TASK DETAILS
For the data below, work out how many lines contain the word "Coronel" and supply only that number.

EXTRACTED MATERIAL
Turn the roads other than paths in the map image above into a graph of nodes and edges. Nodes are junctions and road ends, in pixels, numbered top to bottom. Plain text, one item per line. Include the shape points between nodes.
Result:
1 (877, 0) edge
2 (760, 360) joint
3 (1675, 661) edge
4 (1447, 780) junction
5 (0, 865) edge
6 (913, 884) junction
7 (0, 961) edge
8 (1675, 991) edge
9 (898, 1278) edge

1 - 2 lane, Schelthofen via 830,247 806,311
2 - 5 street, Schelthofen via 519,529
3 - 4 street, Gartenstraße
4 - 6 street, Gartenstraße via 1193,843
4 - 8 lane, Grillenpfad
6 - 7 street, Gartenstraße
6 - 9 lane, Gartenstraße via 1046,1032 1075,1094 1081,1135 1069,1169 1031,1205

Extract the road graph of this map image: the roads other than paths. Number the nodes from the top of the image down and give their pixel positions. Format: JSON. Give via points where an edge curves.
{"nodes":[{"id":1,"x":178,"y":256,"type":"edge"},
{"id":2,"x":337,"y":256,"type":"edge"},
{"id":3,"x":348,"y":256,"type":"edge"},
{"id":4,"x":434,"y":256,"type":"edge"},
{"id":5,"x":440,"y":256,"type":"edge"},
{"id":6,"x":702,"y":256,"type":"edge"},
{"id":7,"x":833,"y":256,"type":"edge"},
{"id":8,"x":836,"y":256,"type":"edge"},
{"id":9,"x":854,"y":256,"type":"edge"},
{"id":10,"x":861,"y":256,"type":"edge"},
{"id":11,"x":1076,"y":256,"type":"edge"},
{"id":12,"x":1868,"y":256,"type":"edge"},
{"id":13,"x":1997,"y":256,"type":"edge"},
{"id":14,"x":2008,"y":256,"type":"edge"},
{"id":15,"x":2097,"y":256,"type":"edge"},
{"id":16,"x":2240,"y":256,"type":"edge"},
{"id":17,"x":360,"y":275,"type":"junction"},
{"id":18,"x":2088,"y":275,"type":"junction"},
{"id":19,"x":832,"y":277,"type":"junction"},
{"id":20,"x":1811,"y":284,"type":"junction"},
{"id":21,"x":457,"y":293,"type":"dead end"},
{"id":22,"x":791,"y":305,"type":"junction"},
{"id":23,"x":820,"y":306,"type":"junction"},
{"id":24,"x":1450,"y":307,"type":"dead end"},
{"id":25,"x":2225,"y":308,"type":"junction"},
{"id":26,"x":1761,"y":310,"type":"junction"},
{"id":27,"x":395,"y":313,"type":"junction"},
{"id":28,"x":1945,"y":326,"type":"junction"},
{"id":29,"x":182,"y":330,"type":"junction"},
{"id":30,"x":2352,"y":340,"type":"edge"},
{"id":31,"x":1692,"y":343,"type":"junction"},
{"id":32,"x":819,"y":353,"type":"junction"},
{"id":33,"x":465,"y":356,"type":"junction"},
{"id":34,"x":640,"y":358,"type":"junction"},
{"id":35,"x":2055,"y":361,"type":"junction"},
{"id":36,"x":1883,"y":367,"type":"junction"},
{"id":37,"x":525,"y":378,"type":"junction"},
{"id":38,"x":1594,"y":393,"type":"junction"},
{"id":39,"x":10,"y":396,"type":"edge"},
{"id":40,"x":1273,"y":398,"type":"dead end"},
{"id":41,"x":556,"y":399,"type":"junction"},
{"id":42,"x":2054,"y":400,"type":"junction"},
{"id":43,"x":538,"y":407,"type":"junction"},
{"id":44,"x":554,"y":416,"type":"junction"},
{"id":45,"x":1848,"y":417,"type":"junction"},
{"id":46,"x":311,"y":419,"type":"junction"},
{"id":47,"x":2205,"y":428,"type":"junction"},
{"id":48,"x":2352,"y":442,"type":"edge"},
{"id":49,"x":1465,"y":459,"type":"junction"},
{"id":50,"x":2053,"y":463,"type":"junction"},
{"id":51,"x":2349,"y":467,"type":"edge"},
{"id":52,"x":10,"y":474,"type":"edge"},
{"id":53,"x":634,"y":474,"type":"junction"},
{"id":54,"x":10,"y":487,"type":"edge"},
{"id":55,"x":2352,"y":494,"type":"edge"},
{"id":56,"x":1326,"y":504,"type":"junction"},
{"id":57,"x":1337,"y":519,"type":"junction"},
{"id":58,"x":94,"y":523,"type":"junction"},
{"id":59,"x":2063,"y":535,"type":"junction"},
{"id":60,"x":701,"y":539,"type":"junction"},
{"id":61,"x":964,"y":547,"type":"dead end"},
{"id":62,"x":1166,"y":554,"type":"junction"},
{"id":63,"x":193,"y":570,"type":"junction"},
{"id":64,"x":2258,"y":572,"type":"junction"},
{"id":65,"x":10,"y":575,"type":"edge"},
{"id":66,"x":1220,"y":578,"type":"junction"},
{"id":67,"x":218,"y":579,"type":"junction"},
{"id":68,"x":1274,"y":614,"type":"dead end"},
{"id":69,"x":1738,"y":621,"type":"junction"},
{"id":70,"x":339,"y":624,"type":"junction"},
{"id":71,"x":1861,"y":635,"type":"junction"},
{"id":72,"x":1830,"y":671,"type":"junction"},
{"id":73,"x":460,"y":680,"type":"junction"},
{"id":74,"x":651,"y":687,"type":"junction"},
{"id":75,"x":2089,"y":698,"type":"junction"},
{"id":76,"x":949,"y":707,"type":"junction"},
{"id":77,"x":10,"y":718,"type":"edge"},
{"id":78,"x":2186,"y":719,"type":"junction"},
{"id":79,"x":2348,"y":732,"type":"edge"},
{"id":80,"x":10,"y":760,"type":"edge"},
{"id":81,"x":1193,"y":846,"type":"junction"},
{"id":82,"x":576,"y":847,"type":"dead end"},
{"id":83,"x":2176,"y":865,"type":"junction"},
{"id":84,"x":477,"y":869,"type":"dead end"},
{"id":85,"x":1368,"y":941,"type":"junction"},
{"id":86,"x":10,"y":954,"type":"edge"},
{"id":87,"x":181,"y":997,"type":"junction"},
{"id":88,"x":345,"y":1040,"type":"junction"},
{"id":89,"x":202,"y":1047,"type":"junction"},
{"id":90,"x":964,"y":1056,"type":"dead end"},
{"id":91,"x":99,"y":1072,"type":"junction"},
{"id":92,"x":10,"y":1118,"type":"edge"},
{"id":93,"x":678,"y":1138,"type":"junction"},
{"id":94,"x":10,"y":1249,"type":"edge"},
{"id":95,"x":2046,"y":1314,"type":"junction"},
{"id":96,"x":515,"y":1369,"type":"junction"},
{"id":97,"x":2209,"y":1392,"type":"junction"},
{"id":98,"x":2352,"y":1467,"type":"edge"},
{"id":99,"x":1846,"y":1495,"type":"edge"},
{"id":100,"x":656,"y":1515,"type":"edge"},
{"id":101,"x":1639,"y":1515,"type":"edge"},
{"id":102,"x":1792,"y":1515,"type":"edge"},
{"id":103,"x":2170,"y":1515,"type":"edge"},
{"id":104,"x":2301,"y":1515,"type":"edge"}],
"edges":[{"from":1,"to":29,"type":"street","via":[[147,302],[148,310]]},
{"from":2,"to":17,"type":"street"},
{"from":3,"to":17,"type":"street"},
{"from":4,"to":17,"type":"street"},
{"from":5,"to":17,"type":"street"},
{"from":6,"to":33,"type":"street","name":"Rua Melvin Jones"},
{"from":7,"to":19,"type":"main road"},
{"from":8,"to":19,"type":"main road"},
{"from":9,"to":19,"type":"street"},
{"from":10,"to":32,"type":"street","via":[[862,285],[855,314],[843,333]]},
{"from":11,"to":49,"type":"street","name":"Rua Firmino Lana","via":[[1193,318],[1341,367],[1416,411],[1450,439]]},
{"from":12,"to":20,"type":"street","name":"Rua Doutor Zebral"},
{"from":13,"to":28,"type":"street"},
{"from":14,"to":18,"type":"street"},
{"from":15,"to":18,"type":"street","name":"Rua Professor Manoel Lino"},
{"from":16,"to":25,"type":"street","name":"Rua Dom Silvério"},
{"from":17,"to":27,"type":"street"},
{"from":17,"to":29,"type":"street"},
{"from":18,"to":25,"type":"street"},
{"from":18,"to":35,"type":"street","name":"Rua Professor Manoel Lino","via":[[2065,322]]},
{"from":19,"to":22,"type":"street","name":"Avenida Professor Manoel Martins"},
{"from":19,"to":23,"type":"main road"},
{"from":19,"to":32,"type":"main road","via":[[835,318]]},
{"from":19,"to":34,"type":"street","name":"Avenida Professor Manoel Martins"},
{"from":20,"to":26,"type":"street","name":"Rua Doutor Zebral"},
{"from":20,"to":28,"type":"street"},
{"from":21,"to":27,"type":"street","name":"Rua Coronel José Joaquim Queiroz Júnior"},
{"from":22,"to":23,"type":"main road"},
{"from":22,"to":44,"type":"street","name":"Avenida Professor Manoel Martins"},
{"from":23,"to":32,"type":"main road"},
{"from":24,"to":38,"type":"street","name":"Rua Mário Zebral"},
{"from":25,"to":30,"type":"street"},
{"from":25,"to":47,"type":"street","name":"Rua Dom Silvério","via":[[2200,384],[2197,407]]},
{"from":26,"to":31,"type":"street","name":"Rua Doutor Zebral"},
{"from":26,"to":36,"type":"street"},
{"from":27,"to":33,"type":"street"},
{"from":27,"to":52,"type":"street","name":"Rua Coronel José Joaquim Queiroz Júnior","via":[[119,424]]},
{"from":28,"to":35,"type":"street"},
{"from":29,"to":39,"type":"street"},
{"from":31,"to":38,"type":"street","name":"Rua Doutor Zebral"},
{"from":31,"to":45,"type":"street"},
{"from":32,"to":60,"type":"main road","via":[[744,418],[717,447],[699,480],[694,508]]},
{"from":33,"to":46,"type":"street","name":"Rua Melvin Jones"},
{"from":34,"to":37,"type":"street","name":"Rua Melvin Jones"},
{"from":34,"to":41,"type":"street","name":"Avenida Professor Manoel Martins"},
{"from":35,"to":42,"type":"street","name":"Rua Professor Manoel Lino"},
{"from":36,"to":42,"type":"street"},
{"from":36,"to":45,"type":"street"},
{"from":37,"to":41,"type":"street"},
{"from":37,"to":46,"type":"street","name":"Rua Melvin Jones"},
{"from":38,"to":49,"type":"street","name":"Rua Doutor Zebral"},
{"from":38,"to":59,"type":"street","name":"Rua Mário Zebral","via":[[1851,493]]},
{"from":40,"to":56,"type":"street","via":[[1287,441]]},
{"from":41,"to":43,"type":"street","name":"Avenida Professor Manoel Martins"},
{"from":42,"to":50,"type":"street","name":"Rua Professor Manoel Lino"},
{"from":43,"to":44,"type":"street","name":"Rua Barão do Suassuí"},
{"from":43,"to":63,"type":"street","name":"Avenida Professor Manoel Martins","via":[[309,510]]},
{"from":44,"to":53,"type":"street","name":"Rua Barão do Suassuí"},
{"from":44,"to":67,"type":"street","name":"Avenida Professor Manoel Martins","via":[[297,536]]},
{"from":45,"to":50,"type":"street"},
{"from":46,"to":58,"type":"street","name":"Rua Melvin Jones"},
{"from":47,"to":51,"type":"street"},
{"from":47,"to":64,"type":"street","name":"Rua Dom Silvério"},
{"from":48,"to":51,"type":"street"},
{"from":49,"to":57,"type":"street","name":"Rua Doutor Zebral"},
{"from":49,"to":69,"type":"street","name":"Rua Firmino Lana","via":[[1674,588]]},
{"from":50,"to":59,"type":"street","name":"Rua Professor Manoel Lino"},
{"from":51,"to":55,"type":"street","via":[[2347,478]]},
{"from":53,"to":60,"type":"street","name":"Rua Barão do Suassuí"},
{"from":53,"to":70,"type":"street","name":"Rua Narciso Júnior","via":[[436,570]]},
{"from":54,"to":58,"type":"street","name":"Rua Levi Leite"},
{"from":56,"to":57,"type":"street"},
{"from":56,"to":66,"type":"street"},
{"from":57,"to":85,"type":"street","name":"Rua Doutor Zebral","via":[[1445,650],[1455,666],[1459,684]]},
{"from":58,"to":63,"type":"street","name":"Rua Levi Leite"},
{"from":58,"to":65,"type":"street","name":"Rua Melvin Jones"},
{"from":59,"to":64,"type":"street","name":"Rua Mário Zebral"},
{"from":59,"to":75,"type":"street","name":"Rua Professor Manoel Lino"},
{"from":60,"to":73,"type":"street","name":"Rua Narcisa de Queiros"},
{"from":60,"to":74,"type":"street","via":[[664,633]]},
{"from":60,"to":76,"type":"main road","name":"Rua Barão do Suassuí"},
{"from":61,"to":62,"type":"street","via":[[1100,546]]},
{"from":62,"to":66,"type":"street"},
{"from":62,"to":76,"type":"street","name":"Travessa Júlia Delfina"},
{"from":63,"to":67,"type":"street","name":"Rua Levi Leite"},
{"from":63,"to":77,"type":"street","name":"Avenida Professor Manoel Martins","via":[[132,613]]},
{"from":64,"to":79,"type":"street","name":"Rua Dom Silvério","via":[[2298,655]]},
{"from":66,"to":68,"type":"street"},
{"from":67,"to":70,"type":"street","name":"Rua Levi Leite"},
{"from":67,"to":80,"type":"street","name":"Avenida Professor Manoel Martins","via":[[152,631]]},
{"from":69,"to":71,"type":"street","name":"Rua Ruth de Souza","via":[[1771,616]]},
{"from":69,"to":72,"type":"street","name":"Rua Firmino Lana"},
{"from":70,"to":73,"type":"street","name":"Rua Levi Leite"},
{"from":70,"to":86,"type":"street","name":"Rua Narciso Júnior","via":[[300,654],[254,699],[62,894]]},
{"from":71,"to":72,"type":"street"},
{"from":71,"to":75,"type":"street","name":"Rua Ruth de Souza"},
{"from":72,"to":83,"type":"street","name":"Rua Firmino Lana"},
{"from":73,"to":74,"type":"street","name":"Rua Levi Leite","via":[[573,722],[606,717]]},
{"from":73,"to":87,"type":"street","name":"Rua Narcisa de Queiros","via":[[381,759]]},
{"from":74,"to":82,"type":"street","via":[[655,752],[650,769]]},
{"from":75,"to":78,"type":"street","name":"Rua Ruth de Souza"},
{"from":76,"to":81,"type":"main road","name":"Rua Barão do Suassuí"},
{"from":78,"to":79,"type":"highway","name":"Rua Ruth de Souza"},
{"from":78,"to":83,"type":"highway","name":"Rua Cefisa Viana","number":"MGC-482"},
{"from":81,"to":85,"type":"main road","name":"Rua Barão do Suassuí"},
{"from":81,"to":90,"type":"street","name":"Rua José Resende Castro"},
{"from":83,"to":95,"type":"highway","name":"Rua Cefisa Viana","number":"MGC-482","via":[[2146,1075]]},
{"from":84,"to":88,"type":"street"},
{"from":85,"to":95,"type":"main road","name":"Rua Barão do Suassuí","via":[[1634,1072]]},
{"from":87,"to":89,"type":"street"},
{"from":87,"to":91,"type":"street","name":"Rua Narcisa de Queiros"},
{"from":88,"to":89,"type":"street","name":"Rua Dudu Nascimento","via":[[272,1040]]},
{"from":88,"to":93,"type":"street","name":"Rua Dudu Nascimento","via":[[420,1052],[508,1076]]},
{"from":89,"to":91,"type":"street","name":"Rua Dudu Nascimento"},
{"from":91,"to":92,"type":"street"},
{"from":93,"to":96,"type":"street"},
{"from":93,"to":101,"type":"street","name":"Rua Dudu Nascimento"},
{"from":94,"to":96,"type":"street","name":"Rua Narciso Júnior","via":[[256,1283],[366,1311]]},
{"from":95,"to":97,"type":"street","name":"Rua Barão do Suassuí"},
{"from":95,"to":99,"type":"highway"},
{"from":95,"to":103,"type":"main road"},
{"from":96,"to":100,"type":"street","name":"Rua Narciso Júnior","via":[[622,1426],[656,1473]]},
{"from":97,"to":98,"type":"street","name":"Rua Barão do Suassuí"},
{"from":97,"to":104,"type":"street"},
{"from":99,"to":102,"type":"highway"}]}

RESULT FOR THIS EXERCISE
2